Compile under Visual Studio for ARM64 (simdjson#861)

lemire · web-flow · commit 3c3a4db54e17 · 2020-05-06T23:08:10.000-04:00
* Modifications so that we can compile under Visual Studio for ARM64
* Let us throw appveyor at this beast.
diff --git a/.appveyor.yml b/.appveyor.yml
@@ -7,30 +7,37 @@ platform: x64
 environment:
   matrix:
     - job_name: VS2019
-      CMAKE_ARGS:
+      CMAKE_ARGS:  -A %Platform%
     - job_name: VS2019CLANG
-      CMAKE_ARGS: -T ClangCL
+      CMAKE_ARGS:  -A %Platform% -T ClangCL
+    - job_name: VS2019ARM
+      CMAKE_ARGS: -A ARM64 -DCMAKE_CROSSCOMPILING=1 -D SIMDJSON_GOOGLE_BENCHMARKS=OFF # Does Google Benchmark builds under VS ARM?
     - job_name: VS2017 (Static, No Threads)
       image: Visual Studio 2017
-      CMAKE_ARGS: -DSIMDJSON_BUILD_STATIC=ON -DSIMDJSON_ENABLE_THREADS=OFF
+      CMAKE_ARGS:  -A %Platform% -DSIMDJSON_BUILD_STATIC=ON -DSIMDJSON_ENABLE_THREADS=OFF
       CTEST_ARGS: -E checkperf
     - job_name: VS2019 (Win32)
       platform: Win32
-      CMAKE_ARGS: -DSIMDJSON_BUILD_STATIC=OFF -DSIMDJSON_ENABLE_THREADS=ON # This should be the default. Testing anyway.
+      CMAKE_ARGS:  -A %Platform% -DSIMDJSON_BUILD_STATIC=OFF -DSIMDJSON_ENABLE_THREADS=ON # This should be the default. Testing anyway.
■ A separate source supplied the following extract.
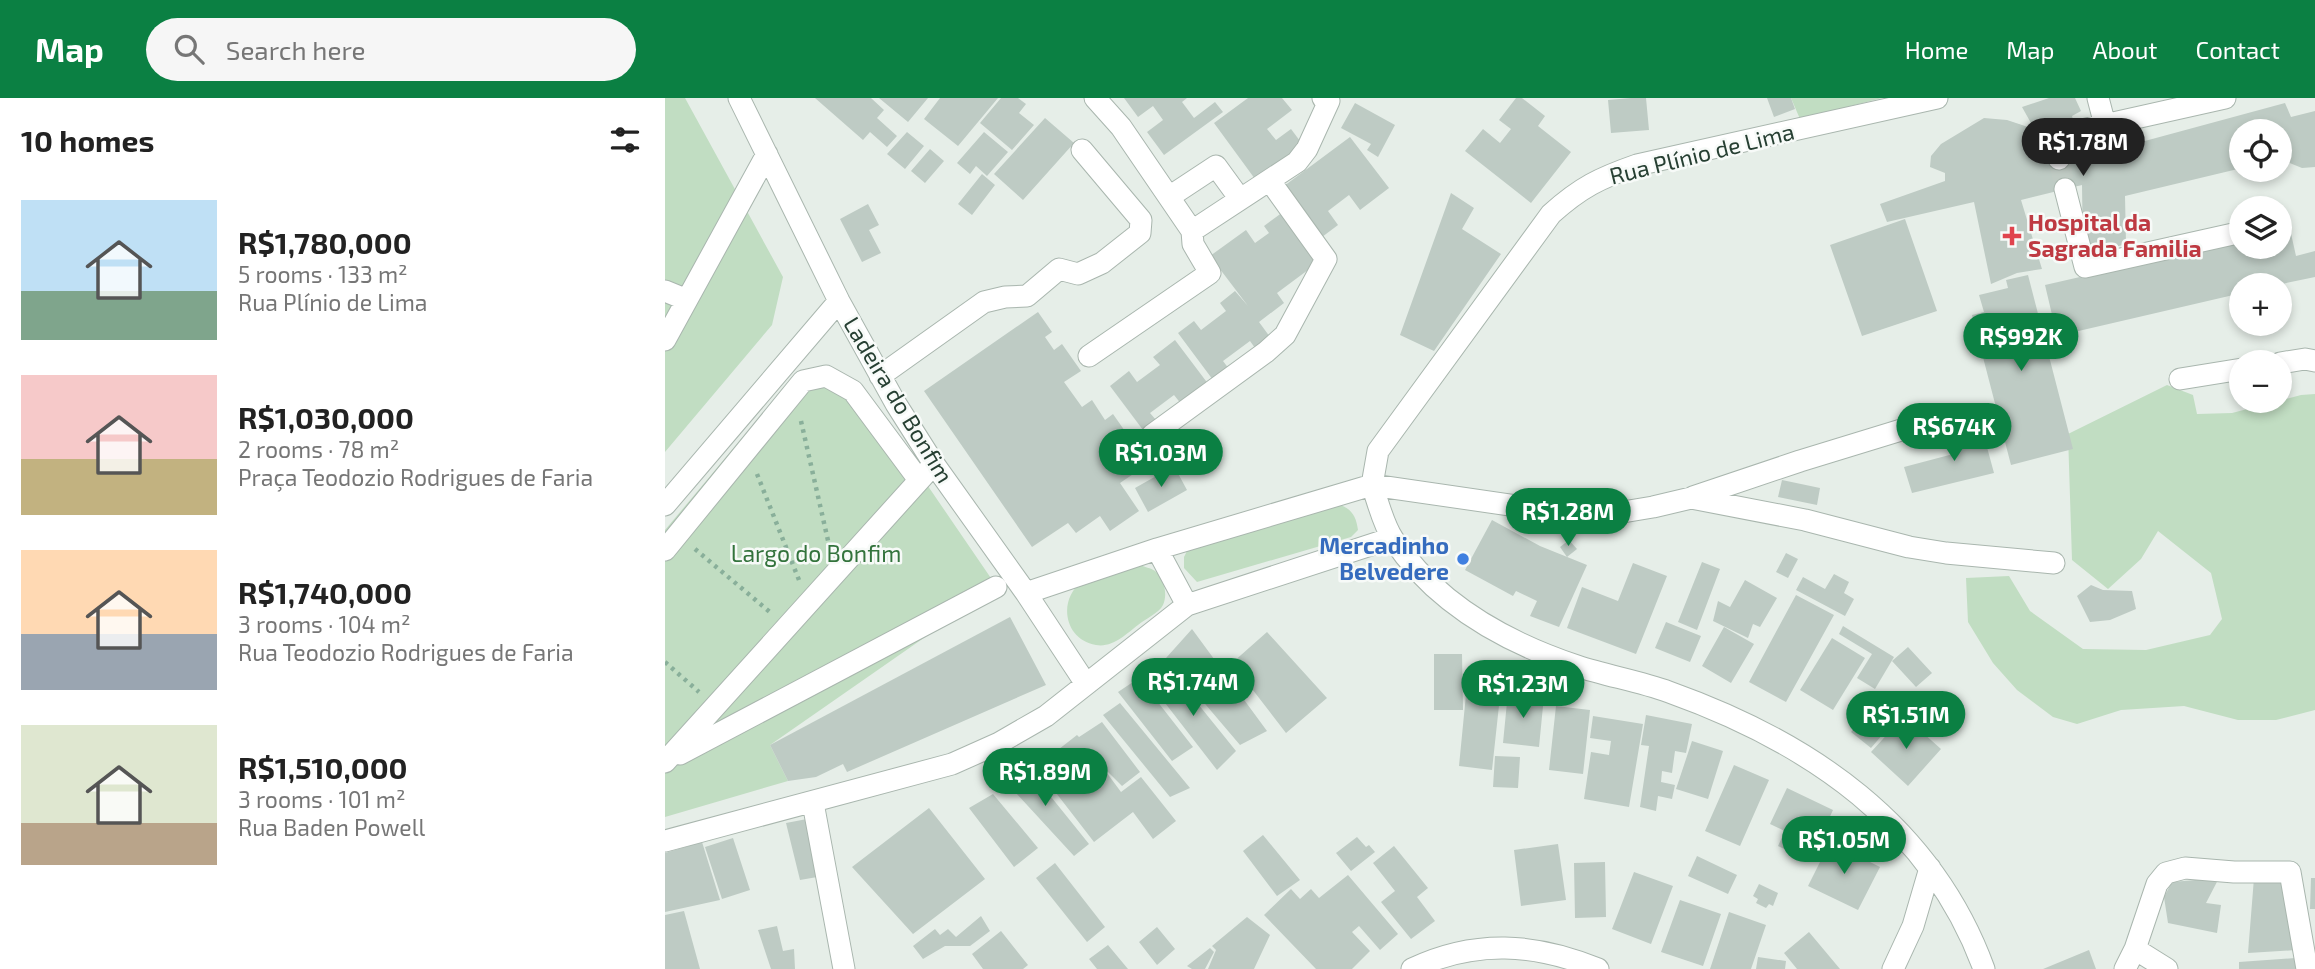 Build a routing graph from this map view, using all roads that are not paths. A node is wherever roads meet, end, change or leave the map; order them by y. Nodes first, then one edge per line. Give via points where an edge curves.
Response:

       CTEST_ARGS: -E checkperf
 
 build_script:
-  - set
   - mkdir build
   - cd build
   - cmake --version
-  - cmake -A %Platform% %CMAKE_ARGS% --parallel ..
+  - cmake %CMAKE_ARGS% --parallel ..
   - cmake -LH ..
   - cmake --build . --config %Configuration% --verbose --parallel
 
-test_script:
-  - ctest --output-on-failure -C %Configuration% --verbose %CTEST_ARGS% --parallel
-    
+for:
+-
+  matrix:
+    except:
+      - job_name: VS2019ARM
+
+  test_script:
+    - ctest --output-on-failure -C %Configuration% --verbose %CTEST_ARGS% --parallel
+
 clone_folder: c:\projects\simdjson
 
 matrix:
diff --git a/singleheader/amalgamate_demo.cpp b/singleheader/amalgamate_demo.cpp
@@ -1,4 +1,4 @@
-/* auto-generated on Mon 27 Apr 2020 21:20:37 EDT. Do not edit! */
+/* auto-generated on Tue May  5 20:03:59 EDT 2020. Do not edit! */
 
 #include <iostream>
 #include "simdjson.h"
diff --git a/singleheader/simdjson.cpp b/singleheader/simdjson.cpp
@@ -1,4 +1,4 @@
-/* auto-generated on Mon May  4 11:46:14 PDT 2020. Do not edit! */
+/* auto-generated on Tue May  5 20:03:59 EDT 2020. Do not edit! */
 /* begin file src/simdjson.cpp */
 #include "simdjson.h"
 
@@ -708,7 +708,7 @@ really_inline int leading_zeroes(uint64_t input_num) {
 
 /* result might be undefined when input_num is zero */
 really_inline int count_ones(uint64_t input_num) {
-   return vaddv_u8(vcnt_u8((uint8x8_t)input_num));
+   return vaddv_u8(vcnt_u8(vcreate_u8(input_num)));
 }
 
 really_inline bool add_overflow(uint64_t value1, uint64_t value2, uint64_t *result) {
@@ -736,11 +736,90 @@ really_inline bool mul_overflow(uint64_t value1, uint64_t value2, uint64_t *resu
 #endif // SIMDJSON_ARM64_BITMANIPULATION_H
 /* end file src/arm64/bitmanipulation.h */
 /* arm64/intrinsics.h already included: #include "arm64/intrinsics.h" */
+#include <type_traits>
+
 
 namespace simdjson {
 namespace arm64 {
 namespace simd {
 
+#ifdef SIMDJSON_REGULAR_VISUAL_STUDIO
+namespace {
+/**
+ * make_uint8x16_t initializes a SIMD register (uint8x16_t).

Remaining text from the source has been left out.